Period of disentitlement

[44] The General Division made an error of law by considering only whether the Claimant had proven his availability over the entire period from May 10, 2021, to April 2, 2022.

[45] When the Commission considers whether a person has made “reasonable and customary efforts,” it must consider whether those efforts are “sustained.”Footnote 20 However, the law does not require a claimant to show that they have made sustained job search efforts to prove their availability under section 18 of the EI Act.

[46] A claimant must prove his availability, and the Commission must evaluate this proof, on a day-to-day basis. Section 18 states that a claimant may not be paid benefits “for a working day in a benefit period for which the claimant fails to prove” that they were capable of and available for work.Footnote 21

[47] This means that a claimant may be able to prove availability on some days within their benefit period, even though they were not available on other days, or for the entire benefit period.

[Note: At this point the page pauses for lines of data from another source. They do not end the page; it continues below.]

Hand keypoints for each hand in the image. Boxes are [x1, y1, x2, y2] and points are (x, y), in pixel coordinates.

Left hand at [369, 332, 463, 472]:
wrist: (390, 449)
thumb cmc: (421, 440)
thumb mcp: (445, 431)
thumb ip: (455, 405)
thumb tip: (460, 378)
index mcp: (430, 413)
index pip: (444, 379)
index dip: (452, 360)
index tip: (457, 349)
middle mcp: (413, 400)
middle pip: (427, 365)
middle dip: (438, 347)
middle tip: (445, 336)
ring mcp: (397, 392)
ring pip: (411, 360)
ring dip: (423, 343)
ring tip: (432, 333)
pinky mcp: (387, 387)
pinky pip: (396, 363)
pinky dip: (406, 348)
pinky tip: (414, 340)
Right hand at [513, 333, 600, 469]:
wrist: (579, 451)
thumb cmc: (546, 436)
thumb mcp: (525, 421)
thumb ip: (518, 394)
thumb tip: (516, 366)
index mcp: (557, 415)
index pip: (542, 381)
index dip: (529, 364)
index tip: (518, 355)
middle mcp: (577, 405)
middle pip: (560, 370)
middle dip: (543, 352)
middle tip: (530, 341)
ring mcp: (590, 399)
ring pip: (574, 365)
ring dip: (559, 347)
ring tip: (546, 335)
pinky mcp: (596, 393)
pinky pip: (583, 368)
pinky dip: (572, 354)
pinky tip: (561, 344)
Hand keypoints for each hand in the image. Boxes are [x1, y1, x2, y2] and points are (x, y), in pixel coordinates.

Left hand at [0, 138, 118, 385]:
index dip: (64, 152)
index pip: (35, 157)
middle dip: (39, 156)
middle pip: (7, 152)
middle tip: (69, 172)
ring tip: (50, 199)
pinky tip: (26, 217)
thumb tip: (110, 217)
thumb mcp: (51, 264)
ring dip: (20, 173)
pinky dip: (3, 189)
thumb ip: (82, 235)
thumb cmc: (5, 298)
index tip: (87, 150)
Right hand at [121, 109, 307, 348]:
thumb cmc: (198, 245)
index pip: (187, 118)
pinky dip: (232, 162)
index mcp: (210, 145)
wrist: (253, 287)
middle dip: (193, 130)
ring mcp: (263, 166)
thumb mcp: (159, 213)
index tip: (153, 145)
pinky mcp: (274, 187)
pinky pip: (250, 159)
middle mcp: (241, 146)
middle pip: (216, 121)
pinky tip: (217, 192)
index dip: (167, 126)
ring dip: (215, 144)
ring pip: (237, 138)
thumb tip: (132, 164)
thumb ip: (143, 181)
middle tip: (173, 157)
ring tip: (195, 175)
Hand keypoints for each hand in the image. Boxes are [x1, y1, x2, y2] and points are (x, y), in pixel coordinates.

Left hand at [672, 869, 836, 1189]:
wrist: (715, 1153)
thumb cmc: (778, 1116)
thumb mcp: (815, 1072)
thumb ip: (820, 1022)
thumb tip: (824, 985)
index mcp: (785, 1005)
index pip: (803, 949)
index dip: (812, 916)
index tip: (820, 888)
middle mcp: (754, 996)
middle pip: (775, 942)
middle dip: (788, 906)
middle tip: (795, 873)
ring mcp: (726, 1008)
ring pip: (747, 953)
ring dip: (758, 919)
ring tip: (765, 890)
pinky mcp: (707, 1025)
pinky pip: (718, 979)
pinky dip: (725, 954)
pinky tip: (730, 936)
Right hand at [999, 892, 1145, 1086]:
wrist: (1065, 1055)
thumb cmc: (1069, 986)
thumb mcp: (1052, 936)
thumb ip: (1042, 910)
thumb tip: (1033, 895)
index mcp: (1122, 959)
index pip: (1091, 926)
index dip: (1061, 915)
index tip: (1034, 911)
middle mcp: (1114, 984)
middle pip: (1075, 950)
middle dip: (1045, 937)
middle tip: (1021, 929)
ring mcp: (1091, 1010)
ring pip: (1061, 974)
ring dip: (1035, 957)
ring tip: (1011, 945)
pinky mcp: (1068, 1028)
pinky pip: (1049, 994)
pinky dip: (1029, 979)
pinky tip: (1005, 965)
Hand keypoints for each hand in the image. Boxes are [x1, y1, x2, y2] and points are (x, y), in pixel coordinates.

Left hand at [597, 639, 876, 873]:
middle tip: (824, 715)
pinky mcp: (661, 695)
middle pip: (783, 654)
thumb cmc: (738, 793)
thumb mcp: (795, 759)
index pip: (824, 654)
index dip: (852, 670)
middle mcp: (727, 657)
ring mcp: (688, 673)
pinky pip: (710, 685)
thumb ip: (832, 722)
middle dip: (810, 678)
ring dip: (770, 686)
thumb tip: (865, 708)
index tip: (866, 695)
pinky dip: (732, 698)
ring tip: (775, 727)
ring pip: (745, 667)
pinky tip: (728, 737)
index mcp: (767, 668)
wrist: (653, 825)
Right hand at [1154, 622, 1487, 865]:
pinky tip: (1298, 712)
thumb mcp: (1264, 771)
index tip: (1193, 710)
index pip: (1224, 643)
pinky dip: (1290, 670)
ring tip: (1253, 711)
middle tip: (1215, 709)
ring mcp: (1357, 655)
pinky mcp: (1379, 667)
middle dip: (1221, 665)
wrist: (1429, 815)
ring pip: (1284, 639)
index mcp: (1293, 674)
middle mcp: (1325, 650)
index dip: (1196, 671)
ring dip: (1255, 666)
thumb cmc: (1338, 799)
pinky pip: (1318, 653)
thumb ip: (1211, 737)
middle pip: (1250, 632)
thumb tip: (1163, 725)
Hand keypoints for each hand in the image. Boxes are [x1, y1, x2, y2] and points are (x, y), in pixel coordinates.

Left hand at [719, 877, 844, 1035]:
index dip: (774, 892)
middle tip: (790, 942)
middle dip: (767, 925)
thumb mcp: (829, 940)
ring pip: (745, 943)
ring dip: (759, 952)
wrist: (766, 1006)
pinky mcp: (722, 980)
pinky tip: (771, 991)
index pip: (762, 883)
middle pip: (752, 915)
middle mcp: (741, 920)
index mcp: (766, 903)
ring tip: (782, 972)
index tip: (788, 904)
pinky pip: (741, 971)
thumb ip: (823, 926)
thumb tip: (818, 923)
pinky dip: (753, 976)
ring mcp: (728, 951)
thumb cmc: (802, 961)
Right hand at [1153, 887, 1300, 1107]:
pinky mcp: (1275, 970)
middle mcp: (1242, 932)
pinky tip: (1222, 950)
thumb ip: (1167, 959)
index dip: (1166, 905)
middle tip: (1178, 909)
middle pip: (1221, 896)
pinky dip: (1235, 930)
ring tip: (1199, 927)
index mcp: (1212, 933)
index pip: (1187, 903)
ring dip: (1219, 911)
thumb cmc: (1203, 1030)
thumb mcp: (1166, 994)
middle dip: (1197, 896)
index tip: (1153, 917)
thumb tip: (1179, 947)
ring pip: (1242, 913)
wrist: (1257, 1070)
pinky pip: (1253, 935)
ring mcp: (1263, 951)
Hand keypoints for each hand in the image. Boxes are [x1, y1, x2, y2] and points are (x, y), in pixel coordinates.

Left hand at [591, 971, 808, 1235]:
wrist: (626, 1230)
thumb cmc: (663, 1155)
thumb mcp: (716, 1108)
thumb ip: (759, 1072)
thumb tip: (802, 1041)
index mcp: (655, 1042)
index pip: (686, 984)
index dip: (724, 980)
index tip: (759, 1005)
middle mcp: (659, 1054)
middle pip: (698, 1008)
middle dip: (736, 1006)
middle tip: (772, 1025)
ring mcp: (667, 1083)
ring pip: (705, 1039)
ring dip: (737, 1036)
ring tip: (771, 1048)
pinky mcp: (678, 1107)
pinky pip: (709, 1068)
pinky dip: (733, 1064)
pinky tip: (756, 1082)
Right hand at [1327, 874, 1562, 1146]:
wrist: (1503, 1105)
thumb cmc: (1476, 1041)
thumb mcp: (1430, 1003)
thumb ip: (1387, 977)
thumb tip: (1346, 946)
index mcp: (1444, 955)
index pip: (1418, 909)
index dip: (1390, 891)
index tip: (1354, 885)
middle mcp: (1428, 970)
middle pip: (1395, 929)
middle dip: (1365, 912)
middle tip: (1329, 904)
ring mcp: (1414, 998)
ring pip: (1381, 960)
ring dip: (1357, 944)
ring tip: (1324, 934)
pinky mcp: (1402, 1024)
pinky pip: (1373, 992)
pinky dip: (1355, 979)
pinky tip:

[48] The General Division decided that the Claimant was not available because his job search efforts were

  1. e) not enough to show he had a desire to return to work,
  2. f) not enough to express that desire, and
  3. g) so restricted in scope that he unduly limited his chances of returning to the labour market.

[49] I cannot substitute my own idea of what is “enough” for the judgment of the General Division. However, the General Division decided that the Claimant’s efforts were not enough for the entire period from May 10, 2021, to April 2, 2022. It did not consider whether the Claimant had proven his availability for any particular period of working days within that benefit period.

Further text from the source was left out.